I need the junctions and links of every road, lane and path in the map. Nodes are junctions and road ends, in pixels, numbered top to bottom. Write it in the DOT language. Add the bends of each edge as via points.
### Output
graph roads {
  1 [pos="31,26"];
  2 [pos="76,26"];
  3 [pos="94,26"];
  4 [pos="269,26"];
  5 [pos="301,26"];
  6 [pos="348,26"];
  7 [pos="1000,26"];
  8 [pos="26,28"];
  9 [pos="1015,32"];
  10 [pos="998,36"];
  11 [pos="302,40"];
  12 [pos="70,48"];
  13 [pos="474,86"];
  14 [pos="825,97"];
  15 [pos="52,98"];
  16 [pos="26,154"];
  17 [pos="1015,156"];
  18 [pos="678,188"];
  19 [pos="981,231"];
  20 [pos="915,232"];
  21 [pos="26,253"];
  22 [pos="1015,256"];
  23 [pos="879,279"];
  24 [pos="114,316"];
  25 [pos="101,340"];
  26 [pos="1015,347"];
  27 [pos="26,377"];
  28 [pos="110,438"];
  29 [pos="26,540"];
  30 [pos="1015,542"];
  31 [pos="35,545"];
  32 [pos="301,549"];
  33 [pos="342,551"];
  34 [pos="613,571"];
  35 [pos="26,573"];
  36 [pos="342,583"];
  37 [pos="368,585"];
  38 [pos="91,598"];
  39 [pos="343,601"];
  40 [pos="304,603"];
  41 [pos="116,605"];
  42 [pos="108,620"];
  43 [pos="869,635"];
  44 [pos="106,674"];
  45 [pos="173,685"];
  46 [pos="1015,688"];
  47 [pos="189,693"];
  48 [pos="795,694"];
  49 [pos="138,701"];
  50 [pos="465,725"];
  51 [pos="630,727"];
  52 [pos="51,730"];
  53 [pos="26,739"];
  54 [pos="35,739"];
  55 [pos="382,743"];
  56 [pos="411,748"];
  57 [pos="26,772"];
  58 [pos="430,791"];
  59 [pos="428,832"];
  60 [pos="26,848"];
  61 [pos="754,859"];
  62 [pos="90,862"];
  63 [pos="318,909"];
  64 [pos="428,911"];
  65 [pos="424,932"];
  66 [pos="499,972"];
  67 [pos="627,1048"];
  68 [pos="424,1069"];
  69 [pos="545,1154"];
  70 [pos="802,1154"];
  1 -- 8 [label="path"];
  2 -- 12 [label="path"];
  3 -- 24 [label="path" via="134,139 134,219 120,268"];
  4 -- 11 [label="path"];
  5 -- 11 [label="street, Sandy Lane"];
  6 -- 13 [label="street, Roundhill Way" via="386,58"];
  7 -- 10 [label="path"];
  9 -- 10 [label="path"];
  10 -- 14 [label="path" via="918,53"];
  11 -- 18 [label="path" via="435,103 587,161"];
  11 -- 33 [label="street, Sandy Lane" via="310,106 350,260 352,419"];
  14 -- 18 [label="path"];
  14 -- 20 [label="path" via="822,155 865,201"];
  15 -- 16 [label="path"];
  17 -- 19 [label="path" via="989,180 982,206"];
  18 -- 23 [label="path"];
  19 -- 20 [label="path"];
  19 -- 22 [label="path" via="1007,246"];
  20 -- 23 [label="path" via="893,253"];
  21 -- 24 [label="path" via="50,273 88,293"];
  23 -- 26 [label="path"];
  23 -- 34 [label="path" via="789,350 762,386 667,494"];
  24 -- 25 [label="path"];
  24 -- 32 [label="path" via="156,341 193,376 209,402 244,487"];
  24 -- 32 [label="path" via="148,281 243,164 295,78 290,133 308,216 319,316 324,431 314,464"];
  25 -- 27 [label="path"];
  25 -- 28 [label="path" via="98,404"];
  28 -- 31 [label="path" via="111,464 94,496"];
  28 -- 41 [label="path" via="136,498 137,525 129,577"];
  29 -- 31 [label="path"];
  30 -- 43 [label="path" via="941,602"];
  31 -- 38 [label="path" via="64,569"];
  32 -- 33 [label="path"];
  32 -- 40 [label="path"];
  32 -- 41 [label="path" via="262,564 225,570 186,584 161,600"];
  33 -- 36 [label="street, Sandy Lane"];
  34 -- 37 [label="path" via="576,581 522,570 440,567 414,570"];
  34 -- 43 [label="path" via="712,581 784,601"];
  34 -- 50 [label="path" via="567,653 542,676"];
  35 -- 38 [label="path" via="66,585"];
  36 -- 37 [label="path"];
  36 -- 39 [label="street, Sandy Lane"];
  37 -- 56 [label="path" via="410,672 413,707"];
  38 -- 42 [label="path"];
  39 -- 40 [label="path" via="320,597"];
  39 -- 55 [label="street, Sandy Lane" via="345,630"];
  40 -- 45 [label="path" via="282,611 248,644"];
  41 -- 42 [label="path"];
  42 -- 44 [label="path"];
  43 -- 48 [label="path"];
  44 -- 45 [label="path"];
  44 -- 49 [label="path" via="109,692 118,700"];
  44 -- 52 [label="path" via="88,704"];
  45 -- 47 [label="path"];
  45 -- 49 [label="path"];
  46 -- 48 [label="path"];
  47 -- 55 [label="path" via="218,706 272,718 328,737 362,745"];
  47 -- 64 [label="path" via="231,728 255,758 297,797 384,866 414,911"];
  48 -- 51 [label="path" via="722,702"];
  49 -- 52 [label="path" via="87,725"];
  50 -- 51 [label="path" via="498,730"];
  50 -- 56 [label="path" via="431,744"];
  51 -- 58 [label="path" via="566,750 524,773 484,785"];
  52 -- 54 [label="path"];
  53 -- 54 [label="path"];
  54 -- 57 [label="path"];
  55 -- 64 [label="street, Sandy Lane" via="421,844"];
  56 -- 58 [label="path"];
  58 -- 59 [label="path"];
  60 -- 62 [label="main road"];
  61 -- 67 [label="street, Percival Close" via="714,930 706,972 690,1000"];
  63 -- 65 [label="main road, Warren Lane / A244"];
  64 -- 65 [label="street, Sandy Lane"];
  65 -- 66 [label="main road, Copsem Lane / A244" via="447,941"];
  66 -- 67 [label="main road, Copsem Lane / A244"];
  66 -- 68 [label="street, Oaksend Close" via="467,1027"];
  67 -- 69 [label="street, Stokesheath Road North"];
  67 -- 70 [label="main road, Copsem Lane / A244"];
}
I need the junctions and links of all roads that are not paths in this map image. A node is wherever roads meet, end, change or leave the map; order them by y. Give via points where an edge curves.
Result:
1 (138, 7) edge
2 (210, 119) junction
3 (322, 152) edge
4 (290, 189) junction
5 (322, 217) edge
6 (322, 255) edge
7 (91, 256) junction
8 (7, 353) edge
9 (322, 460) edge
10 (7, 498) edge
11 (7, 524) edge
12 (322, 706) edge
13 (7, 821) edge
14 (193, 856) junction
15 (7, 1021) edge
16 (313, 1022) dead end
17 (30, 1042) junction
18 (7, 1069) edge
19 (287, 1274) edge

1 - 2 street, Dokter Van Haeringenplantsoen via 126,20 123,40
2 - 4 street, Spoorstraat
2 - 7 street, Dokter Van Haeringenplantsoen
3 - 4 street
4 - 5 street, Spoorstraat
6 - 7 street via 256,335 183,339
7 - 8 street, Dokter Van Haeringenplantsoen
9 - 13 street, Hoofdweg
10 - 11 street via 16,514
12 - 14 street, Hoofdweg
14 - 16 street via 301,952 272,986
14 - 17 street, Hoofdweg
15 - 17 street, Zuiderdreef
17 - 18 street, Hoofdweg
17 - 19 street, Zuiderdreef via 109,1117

● TASK TO CARRY OUT:
Would you reproduce the whole listing exactly as it stands?

● RESPONSE TO THIS EXERCISE:
I need the junctions and links of every road, lane and path in the map. Nodes are junctions and road ends, in pixels, numbered top to bottom. Write it in the DOT language. Add the bends of each edge as via points.
### Output
graph roads {
  1 [pos="31,26"];
  2 [pos="76,26"];
  3 [pos="94,26"];
  4 [pos="269,26"];
  5 [pos="301,26"];
  6 [pos="348,26"];
  7 [pos="1000,26"];
  8 [pos="26,28"];
  9 [pos="1015,32"];
  10 [pos="998,36"];
  11 [pos="302,40"];
  12 [pos="70,48"];
  13 [pos="474,86"];
  14 [pos="825,97"];
  15 [pos="52,98"];
  16 [pos="26,154"];
  17 [pos="1015,156"];
  18 [pos="678,188"];
  19 [pos="981,231"];
  20 [pos="915,232"];
  21 [pos="26,253"];
  22 [pos="1015,256"];
  23 [pos="879,279"];
  24 [pos="114,316"];
  25 [pos="101,340"];
  26 [pos="1015,347"];
  27 [pos="26,377"];
  28 [pos="110,438"];
  29 [pos="26,540"];
  30 [pos="1015,542"];
  31 [pos="35,545"];
  32 [pos="301,549"];
  33 [pos="342,551"];
  34 [pos="613,571"];
  35 [pos="26,573"];
  36 [pos="342,583"];
  37 [pos="368,585"];
  38 [pos="91,598"];
  39 [pos="343,601"];
  40 [pos="304,603"];
  41 [pos="116,605"];
  42 [pos="108,620"];
  43 [pos="869,635"];
  44 [pos="106,674"];
  45 [pos="173,685"];
  46 [pos="1015,688"];
  47 [pos="189,693"];
  48 [pos="795,694"];
  49 [pos="138,701"];
  50 [pos="465,725"];
  51 [pos="630,727"];
  52 [pos="51,730"];
  53 [pos="26,739"];
  54 [pos="35,739"];
  55 [pos="382,743"];
  56 [pos="411,748"];
  57 [pos="26,772"];
  58 [pos="430,791"];
  59 [pos="428,832"];
  60 [pos="26,848"];
  61 [pos="754,859"];
  62 [pos="90,862"];
  63 [pos="318,909"];
  64 [pos="428,911"];
  65 [pos="424,932"];
  66 [pos="499,972"];
  67 [pos="627,1048"];
  68 [pos="424,1069"];
  69 [pos="545,1154"];
  70 [pos="802,1154"];
  1 -- 8 [label="path"];
  2 -- 12 [label="path"];
  3 -- 24 [label="path" via="134,139 134,219 120,268"];
  4 -- 11 [label="path"];
  5 -- 11 [label="street, Sandy Lane"];
  6 -- 13 [label="street, Roundhill Way" via="386,58"];
  7 -- 10 [label="path"];
  9 -- 10 [label="path"];
  10 -- 14 [label="path" via="918,53"];
  11 -- 18 [label="path" via="435,103 587,161"];
  11 -- 33 [label="street, Sandy Lane" via="310,106 350,260 352,419"];
  14 -- 18 [label="path"];
  14 -- 20 [label="path" via="822,155 865,201"];
  15 -- 16 [label="path"];
  17 -- 19 [label="path" via="989,180 982,206"];
  18 -- 23 [label="path"];
  19 -- 20 [label="path"];
  19 -- 22 [label="path" via="1007,246"];
  20 -- 23 [label="path" via="893,253"];
  21 -- 24 [label="path" via="50,273 88,293"];
  23 -- 26 [label="path"];
  23 -- 34 [label="path" via="789,350 762,386 667,494"];
  24 -- 25 [label="path"];
  24 -- 32 [label="path" via="156,341 193,376 209,402 244,487"];
  24 -- 32 [label="path" via="148,281 243,164 295,78 290,133 308,216 319,316 324,431 314,464"];
  25 -- 27 [label="path"];
  25 -- 28 [label="path" via="98,404"];
  28 -- 31 [label="path" via="111,464 94,496"];
  28 -- 41 [label="path" via="136,498 137,525 129,577"];
  29 -- 31 [label="path"];
  30 -- 43 [label="path" via="941,602"];
  31 -- 38 [label="path" via="64,569"];
  32 -- 33 [label="path"];
  32 -- 40 [label="path"];
  32 -- 41 [label="path" via="262,564 225,570 186,584 161,600"];
  33 -- 36 [label="street, Sandy Lane"];
  34 -- 37 [label="path" via="576,581 522,570 440,567 414,570"];
  34 -- 43 [label="path" via="712,581 784,601"];
  34 -- 50 [label="path" via="567,653 542,676"];
  35 -- 38 [label="path" via="66,585"];
  36 -- 37 [label="path"];
  36 -- 39 [label="street, Sandy Lane"];
  37 -- 56 [label="path" via="410,672 413,707"];
  38 -- 42 [label="path"];
  39 -- 40 [label="path" via="320,597"];
  39 -- 55 [label="street, Sandy Lane" via="345,630"];
  40 -- 45 [label="path" via="282,611 248,644"];
  41 -- 42 [label="path"];
  42 -- 44 [label="path"];
  43 -- 48 [label="path"];
  44 -- 45 [label="path"];
  44 -- 49 [label="path" via="109,692 118,700"];
  44 -- 52 [label="path" via="88,704"];
  45 -- 47 [label="path"];
  45 -- 49 [label="path"];
  46 -- 48 [label="path"];
  47 -- 55 [label="path" via="218,706 272,718 328,737 362,745"];
  47 -- 64 [label="path" via="231,728 255,758 297,797 384,866 414,911"];
  48 -- 51 [label="path" via="722,702"];
  49 -- 52 [label="path" via="87,725"];
  50 -- 51 [label="path" via="498,730"];
  50 -- 56 [label="path" via="431,744"];
  51 -- 58 [label="path" via="566,750 524,773 484,785"];
  52 -- 54 [label="path"];
  53 -- 54 [label="path"];
  54 -- 57 [label="path"];
  55 -- 64 [label="street, Sandy Lane" via="421,844"];
  56 -- 58 [label="path"];
  58 -- 59 [label="path"];
  60 -- 62 [label="main road"];
  61 -- 67 [label="street, Percival Close" via="714,930 706,972 690,1000"];
  63 -- 65 [label="main road, Warren Lane / A244"];
  64 -- 65 [label="street, Sandy Lane"];
  65 -- 66 [label="main road, Copsem Lane / A244" via="447,941"];
  66 -- 67 [label="main road, Copsem Lane / A244"];
  66 -- 68 [label="street, Oaksend Close" via="467,1027"];
  67 -- 69 [label="street, Stokesheath Road North"];
  67 -- 70 [label="main road, Copsem Lane / A244"];
}
I need the junctions and links of all roads that are not paths in this map image. A node is wherever roads meet, end, change or leave the map; order them by y. Give via points where an edge curves.
Result:
1 (138, 7) edge
2 (210, 119) junction
3 (322, 152) edge
4 (290, 189) junction
5 (322, 217) edge
6 (322, 255) edge
7 (91, 256) junction
8 (7, 353) edge
9 (322, 460) edge
10 (7, 498) edge
11 (7, 524) edge
12 (322, 706) edge
13 (7, 821) edge
14 (193, 856) junction
15 (7, 1021) edge
16 (313, 1022) dead end
17 (30, 1042) junction
18 (7, 1069) edge
19 (287, 1274) edge

1 - 2 street, Dokter Van Haeringenplantsoen via 126,20 123,40
2 - 4 street, Spoorstraat
2 - 7 street, Dokter Van Haeringenplantsoen
3 - 4 street
4 - 5 street, Spoorstraat
6 - 7 street via 256,335 183,339
7 - 8 street, Dokter Van Haeringenplantsoen
9 - 13 street, Hoofdweg
10 - 11 street via 16,514
12 - 14 street, Hoofdweg
14 - 16 street via 301,952 272,986
14 - 17 street, Hoofdweg
15 - 17 street, Zuiderdreef
17 - 18 street, Hoofdweg
17 - 19 street, Zuiderdreef via 109,1117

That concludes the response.